I stał się cud w obliczu młodego mężczyzny imieniem Robert. Szukał nowego psa, spodobały mu się te dwie sunie. A kiedy poznał historię ich życia zdecydował: te psy dość cierpiały, niech żyją w spokoju i sytości.
Odmówił opuszczenia schroniska, dopóki nie wypełni wszystkich dokumentów i nie zabrał psów do domu.
Sunie natychmiast go zaakceptowały, zakochały się i starały się być przy nim cały czas. Ich lojalność się przydała: potrafiły ochronić życie Roberta.
Co się stało w domu Roberta
Garaż w domu właściciela połączony był z domem wspólną ścianą, ciepło i wygodnie. Kiedy Robert znów musiał zająć się samochodem, zamknął za sobą drzwi i zabrał się do roboty, włączając w słuchawkach swoją ulubioną muzykę.

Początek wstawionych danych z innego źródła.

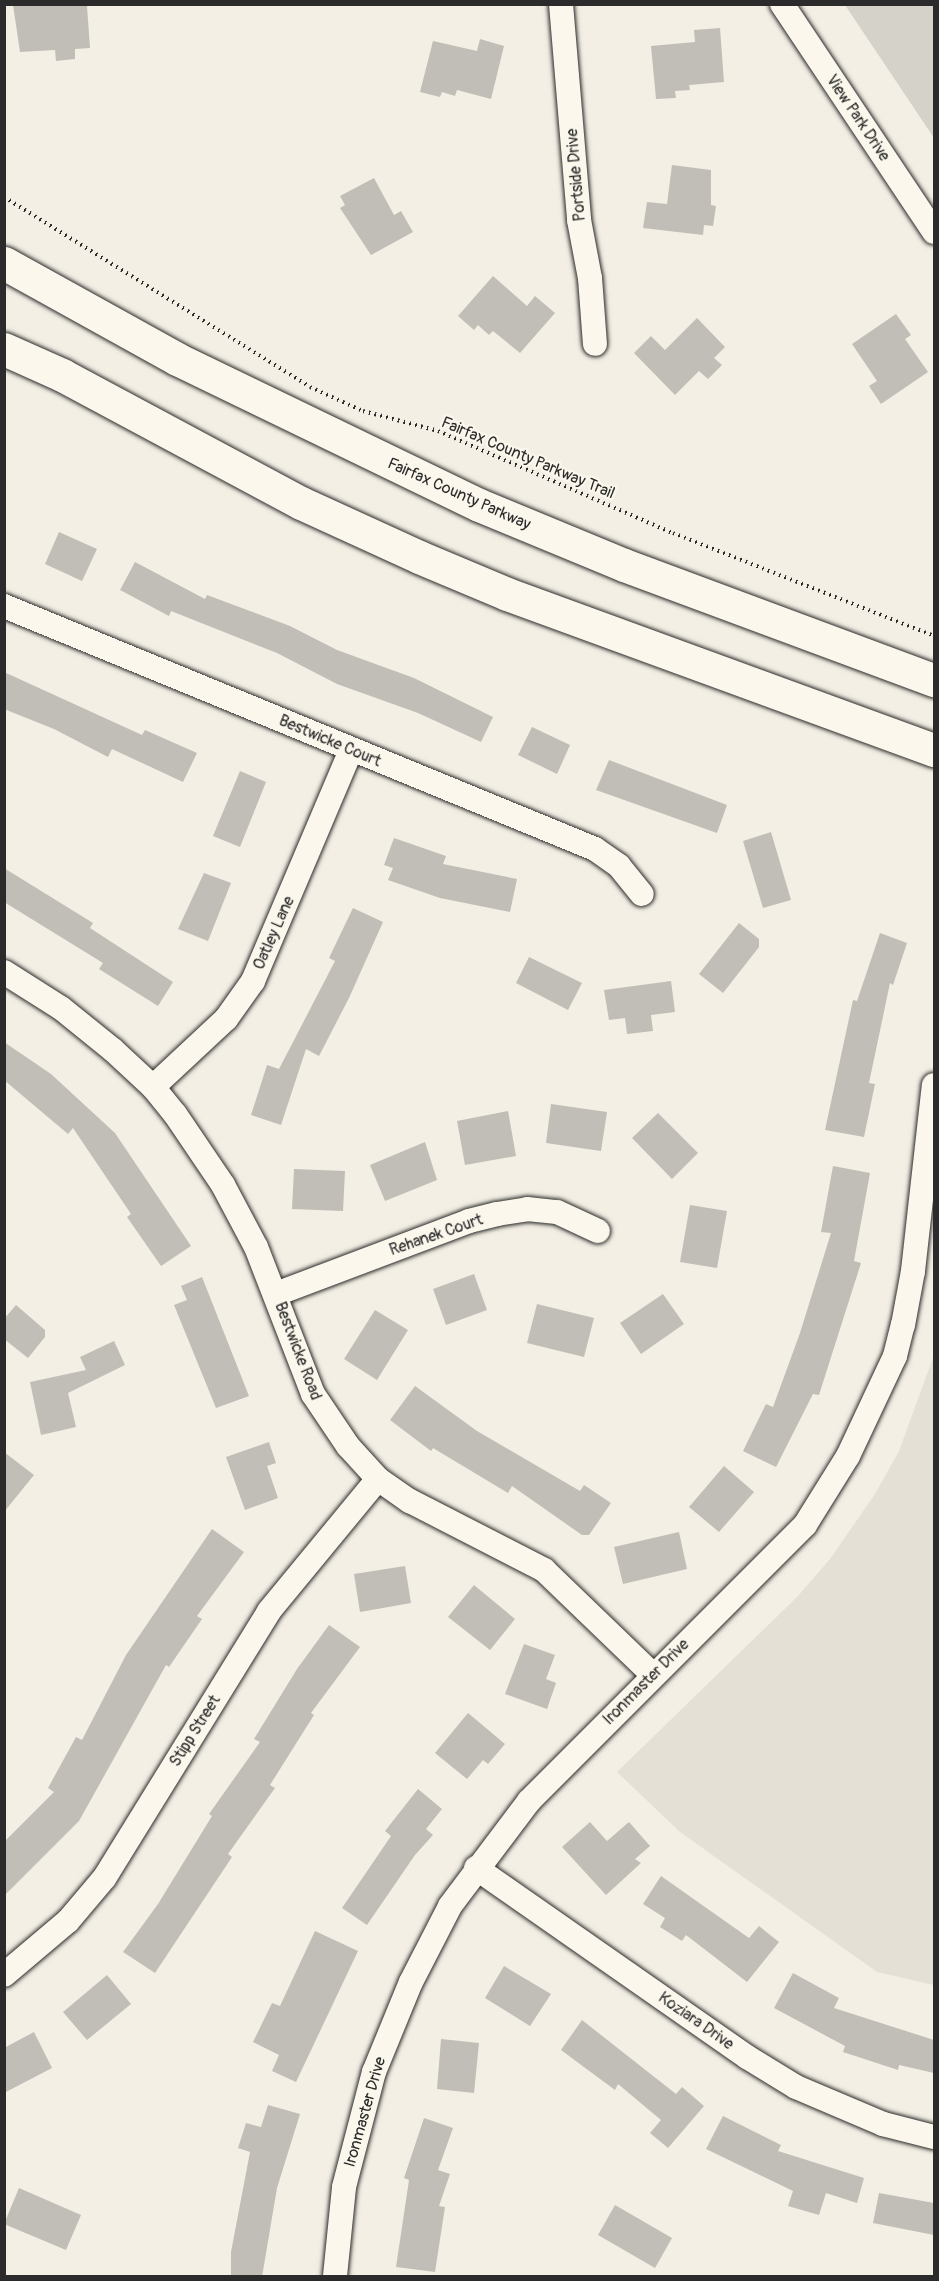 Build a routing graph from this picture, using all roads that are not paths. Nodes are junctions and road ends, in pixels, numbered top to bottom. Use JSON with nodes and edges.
{"nodes":[{"id":1,"x":561,"y":4,"type":"edge"},
{"id":2,"x":782,"y":4,"type":"edge"},
{"id":3,"x":934,"y":232,"type":"edge"},
{"id":4,"x":4,"y":263,"type":"edge"},
{"id":5,"x":595,"y":344,"type":"dead end"},
{"id":6,"x":4,"y":349,"type":"edge"},
{"id":7,"x":4,"y":606,"type":"edge"},
{"id":8,"x":934,"y":680,"type":"edge"},
{"id":9,"x":351,"y":750,"type":"junction"},
{"id":10,"x":934,"y":750,"type":"edge"},
{"id":11,"x":642,"y":894,"type":"dead end"},
{"id":12,"x":4,"y":972,"type":"edge"},
{"id":13,"x":934,"y":1085,"type":"edge"},
{"id":14,"x":153,"y":1087,"type":"junction"},
{"id":15,"x":930,"y":1151,"type":"edge"},
{"id":16,"x":598,"y":1231,"type":"dead end"},
{"id":17,"x":276,"y":1294,"type":"junction"},
{"id":18,"x":378,"y":1479,"type":"junction"},
{"id":19,"x":652,"y":1674,"type":"junction"},
{"id":20,"x":476,"y":1868,"type":"junction"},
{"id":21,"x":4,"y":1975,"type":"edge"},
{"id":22,"x":934,"y":2137,"type":"edge"},
{"id":23,"x":335,"y":2277,"type":"edge"}],
"edges":[{"from":1,"to":5,"type":"street","name":"Portside Drive"},
{"from":2,"to":3,"type":"street","name":"View Park Drive"},
{"from":4,"to":8,"type":"highway","name":"Fairfax County Parkway"},
{"from":6,"to":10,"type":"highway"},
{"from":7,"to":9,"type":"street","name":"Bestwicke Court"},
{"from":9,"to":11,"type":"street","name":"Bestwicke Court"},
{"from":9,"to":14,"type":"street","name":"Oatley Lane"},
{"from":12,"to":14,"type":"street","name":"Bestwicke Road"},
{"from":13,"to":15,"type":"street","name":"Ironmaster Drive"},
{"from":14,"to":17,"type":"street","name":"Bestwicke Road"},
{"from":15,"to":19,"type":"street","name":"Ironmaster Drive"},
{"from":16,"to":17,"type":"street","name":"Rehanek Court"},
{"from":17,"to":18,"type":"street","name":"Bestwicke Road"},
{"from":18,"to":19,"type":"street","name":"Bestwicke Road"},
{"from":18,"to":21,"type":"street","name":"Stipp Street"},
{"from":19,"to":20,"type":"street","name":"Ironmaster Drive"},
{"from":20,"to":22,"type":"street","name":"Koziara Drive"},
{"from":20,"to":23,"type":"street","name":"Ironmaster Drive"}]}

To ona nie pozwoliła mu na czas zauważyć obcych. Czterech złodziei włamało się do garażu w poszukiwaniu pieniędzy, ale zdecydowali się zabrać samochód. Jeden z chłopaków uderzył Roberta w twarz i mężczyzna stracił równowagę. Upadł na podłogę, a złodzieje kopnęli go i zażądali kluczy.
Ale Robert stracił tylko równowagę, a nie zdolność myślenia. Dlatego powiedział: klucze są za drzwiami, wewnątrz domu.

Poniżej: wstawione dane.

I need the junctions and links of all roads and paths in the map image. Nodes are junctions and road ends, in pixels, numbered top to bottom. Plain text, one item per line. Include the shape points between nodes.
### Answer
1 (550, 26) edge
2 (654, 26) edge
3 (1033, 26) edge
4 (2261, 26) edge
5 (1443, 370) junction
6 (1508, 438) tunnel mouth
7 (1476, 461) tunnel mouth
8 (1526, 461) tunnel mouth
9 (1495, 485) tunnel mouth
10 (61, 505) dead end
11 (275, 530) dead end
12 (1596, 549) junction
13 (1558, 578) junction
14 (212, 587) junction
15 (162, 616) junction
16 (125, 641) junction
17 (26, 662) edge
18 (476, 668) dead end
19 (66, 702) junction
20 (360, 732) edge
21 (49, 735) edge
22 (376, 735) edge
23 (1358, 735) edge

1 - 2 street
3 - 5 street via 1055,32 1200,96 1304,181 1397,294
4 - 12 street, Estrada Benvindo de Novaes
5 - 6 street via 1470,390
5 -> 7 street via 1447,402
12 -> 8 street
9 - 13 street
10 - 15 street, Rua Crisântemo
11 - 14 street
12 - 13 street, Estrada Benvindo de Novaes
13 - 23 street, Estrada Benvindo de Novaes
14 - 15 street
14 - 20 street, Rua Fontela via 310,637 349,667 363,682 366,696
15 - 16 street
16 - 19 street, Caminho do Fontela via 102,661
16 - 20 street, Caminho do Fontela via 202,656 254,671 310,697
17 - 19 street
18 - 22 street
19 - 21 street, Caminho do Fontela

Gdy tylko bandyta otworzył drzwi, dwa pitbulle wyskoczyły jak błyskawica, zaszczekały i pobiegły za bandytami. Robert wspomina:
- Moje dziewczyny były w najlepszej formie, ochroniły mnie. Żyję, a nawet samochód pozostał w całości!
Psy były głaskane i karmione najsmaczniejszym jedzeniem, jakie można znaleźć w domu. Robert jest pewien, że zasługują na to.
Teraz ciągle powtarza: adopcja psów ze schroniska to najlepszy pomysł, jaki kiedykolwiek go odwiedził. Wdzięczne zwierzę zawsze będzie bronić właściciela, dlatego takich przyjaciół życzy każdemu.